DETAILED ACTION
1. This action is responsive to Application no.18/751,047 filed 6/21/2024. All claims have been examined and are currently pending.
Notice of Pre-AIA or AIA Status
2. The present application, filed on or after March 16, 2013, is being examined under the first inventor to file provisions of the AIA .
Claim Objections
3. Claims 4-5, 9-10 are objected to because of the following informalities: the claims recite a finite state machine (FSA), where the specification discloses a finite state automaton. Further, the abbreviation in the claims, FSA, also corresponds to finite state automaton. Appropriate correction is required for consistency.
Claim 18 recites the method of claim 11, where it appears it should read the method of claim 13. Appropriate correction is required.
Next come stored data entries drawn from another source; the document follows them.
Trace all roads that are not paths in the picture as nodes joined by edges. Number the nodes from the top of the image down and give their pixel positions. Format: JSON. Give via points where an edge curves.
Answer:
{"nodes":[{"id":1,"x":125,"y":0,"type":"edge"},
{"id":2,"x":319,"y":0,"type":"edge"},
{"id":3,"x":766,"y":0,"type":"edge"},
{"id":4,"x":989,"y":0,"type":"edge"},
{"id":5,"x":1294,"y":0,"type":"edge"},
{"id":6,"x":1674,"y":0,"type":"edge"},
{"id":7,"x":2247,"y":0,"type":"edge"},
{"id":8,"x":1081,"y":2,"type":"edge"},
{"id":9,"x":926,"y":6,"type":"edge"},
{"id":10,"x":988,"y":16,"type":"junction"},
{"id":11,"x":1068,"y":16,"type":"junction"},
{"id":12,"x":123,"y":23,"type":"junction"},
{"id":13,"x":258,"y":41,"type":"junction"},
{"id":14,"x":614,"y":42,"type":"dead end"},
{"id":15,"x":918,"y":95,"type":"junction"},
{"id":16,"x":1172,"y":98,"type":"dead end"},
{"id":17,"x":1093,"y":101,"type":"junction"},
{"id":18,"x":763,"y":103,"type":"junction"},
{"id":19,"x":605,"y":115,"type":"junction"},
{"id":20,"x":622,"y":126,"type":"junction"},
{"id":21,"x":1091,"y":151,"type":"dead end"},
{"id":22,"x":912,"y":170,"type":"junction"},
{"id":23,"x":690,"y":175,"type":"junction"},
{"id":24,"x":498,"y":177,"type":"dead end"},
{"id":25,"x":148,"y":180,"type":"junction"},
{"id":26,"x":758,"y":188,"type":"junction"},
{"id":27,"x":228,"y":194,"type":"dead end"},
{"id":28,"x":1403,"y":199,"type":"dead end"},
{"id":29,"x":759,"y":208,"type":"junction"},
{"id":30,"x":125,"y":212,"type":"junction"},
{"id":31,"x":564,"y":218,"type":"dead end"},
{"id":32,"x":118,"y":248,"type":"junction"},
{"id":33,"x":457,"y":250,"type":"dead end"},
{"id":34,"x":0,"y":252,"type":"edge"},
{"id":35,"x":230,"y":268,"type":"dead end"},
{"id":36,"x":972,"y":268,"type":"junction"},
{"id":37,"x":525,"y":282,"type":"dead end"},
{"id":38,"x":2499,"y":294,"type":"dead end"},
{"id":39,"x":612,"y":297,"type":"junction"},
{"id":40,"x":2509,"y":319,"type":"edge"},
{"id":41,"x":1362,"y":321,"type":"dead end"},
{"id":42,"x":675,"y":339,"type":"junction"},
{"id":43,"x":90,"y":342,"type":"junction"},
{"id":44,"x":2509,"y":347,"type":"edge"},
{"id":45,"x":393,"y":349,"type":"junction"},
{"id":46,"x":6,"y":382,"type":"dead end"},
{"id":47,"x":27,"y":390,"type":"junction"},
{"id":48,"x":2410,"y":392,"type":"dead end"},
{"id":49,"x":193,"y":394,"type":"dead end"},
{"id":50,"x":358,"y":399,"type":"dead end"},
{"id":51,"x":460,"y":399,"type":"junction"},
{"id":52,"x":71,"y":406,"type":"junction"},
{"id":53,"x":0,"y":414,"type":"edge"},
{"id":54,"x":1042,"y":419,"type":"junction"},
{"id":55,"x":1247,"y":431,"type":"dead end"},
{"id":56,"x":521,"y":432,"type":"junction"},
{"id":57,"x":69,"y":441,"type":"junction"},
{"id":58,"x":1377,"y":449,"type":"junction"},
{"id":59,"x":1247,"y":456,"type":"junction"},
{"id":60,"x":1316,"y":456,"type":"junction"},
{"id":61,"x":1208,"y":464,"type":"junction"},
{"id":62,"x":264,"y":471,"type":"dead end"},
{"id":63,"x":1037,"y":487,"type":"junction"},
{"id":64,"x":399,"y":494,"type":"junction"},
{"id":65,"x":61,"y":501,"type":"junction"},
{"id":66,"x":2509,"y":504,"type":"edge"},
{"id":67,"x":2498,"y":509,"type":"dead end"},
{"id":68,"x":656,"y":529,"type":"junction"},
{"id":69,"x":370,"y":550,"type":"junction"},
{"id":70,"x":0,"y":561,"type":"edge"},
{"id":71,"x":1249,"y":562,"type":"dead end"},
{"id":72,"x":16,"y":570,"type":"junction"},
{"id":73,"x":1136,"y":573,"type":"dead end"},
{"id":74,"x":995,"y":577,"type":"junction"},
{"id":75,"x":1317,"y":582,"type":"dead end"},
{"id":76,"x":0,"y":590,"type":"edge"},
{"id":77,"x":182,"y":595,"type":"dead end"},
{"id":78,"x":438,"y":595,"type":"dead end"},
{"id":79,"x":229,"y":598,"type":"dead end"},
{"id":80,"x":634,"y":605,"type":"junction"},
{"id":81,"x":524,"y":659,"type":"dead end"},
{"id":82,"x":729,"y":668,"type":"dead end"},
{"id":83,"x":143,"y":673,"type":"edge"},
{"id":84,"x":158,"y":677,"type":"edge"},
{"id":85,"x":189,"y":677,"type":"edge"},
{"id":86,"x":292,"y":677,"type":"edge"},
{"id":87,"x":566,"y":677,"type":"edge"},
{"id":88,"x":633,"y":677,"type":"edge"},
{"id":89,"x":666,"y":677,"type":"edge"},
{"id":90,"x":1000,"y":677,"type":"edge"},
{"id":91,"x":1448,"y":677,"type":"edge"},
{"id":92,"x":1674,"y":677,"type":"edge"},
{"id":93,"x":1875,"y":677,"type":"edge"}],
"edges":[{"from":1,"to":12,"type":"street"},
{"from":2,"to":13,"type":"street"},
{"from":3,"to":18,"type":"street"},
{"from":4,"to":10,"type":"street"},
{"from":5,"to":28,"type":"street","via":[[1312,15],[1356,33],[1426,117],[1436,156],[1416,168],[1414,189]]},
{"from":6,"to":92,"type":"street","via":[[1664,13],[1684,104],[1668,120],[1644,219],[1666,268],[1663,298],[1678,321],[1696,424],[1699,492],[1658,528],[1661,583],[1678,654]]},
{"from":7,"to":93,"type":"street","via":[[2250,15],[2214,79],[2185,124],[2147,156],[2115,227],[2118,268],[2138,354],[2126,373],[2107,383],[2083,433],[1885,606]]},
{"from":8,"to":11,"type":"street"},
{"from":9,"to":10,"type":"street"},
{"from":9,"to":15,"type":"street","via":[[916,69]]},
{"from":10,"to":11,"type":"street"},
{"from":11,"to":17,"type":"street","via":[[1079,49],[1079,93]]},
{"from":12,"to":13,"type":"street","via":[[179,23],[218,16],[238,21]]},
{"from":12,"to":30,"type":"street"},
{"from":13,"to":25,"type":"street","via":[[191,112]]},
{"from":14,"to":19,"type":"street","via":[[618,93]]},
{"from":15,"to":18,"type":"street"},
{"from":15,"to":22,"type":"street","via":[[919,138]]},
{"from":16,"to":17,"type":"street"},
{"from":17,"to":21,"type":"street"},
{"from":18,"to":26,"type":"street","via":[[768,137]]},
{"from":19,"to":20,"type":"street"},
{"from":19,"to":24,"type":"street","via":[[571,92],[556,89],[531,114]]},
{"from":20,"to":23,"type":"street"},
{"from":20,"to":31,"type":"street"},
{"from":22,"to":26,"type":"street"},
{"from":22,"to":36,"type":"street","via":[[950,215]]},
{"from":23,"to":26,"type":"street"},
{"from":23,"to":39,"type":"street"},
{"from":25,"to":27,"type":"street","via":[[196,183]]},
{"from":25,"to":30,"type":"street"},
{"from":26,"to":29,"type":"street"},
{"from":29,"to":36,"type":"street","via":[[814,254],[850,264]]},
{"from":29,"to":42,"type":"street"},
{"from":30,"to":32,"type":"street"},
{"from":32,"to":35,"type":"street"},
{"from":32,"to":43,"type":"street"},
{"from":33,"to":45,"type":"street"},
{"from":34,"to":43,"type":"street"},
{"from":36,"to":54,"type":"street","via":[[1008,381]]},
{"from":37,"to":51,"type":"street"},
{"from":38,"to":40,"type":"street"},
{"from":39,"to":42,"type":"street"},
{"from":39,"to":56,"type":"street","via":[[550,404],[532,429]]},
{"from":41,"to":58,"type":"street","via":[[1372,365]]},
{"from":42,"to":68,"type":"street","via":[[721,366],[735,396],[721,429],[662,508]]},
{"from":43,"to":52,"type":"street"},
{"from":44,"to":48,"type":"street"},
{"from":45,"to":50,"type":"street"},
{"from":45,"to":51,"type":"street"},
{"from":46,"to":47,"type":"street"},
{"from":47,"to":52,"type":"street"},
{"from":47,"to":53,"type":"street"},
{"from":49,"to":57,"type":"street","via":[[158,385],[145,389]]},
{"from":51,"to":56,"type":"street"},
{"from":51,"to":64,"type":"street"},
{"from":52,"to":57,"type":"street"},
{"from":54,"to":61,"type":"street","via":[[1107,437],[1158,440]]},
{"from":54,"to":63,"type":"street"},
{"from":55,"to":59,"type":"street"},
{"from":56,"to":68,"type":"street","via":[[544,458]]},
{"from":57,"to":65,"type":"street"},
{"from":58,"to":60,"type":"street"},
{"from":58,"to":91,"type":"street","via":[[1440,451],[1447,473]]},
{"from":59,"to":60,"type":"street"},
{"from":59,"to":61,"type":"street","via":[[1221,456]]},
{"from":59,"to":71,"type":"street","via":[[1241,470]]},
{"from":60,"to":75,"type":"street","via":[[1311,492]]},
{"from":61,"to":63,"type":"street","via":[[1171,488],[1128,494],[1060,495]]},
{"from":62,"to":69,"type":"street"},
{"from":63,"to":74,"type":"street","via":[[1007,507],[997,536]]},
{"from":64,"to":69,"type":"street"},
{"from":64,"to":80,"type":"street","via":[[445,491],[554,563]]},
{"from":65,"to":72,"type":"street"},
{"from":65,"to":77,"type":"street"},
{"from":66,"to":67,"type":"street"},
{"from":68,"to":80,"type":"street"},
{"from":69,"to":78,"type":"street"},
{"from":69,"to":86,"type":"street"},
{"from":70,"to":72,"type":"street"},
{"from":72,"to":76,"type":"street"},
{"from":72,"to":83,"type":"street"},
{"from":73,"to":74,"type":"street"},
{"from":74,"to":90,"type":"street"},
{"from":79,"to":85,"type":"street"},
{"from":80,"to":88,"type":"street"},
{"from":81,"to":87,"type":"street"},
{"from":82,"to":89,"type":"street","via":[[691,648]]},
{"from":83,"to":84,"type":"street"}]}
Claim Rejections - 35 USC § 102
4. In the event the determination of the status of the application as subject to AIA 35 U.S.C. 102 and 103 (or as subject to pre-AIA 35 U.S.C. 102 and 103) is incorrect, any correction of the statutory basis for the rejection will not be considered a new ground of rejection if the prior art relied upon, and the rationale supporting the rejection, would be the same under either status.
5. The following is a quotation of the appropriate paragraphs of 35 U.S.C. 102 that form the basis for the rejections under this section made in this Office action:
A person shall be entitled to a patent unless –
(a)(1) the claimed invention was patented, described in a printed publication, or in public use, on sale, or otherwise available to the public before the effective filing date of the claimed invention.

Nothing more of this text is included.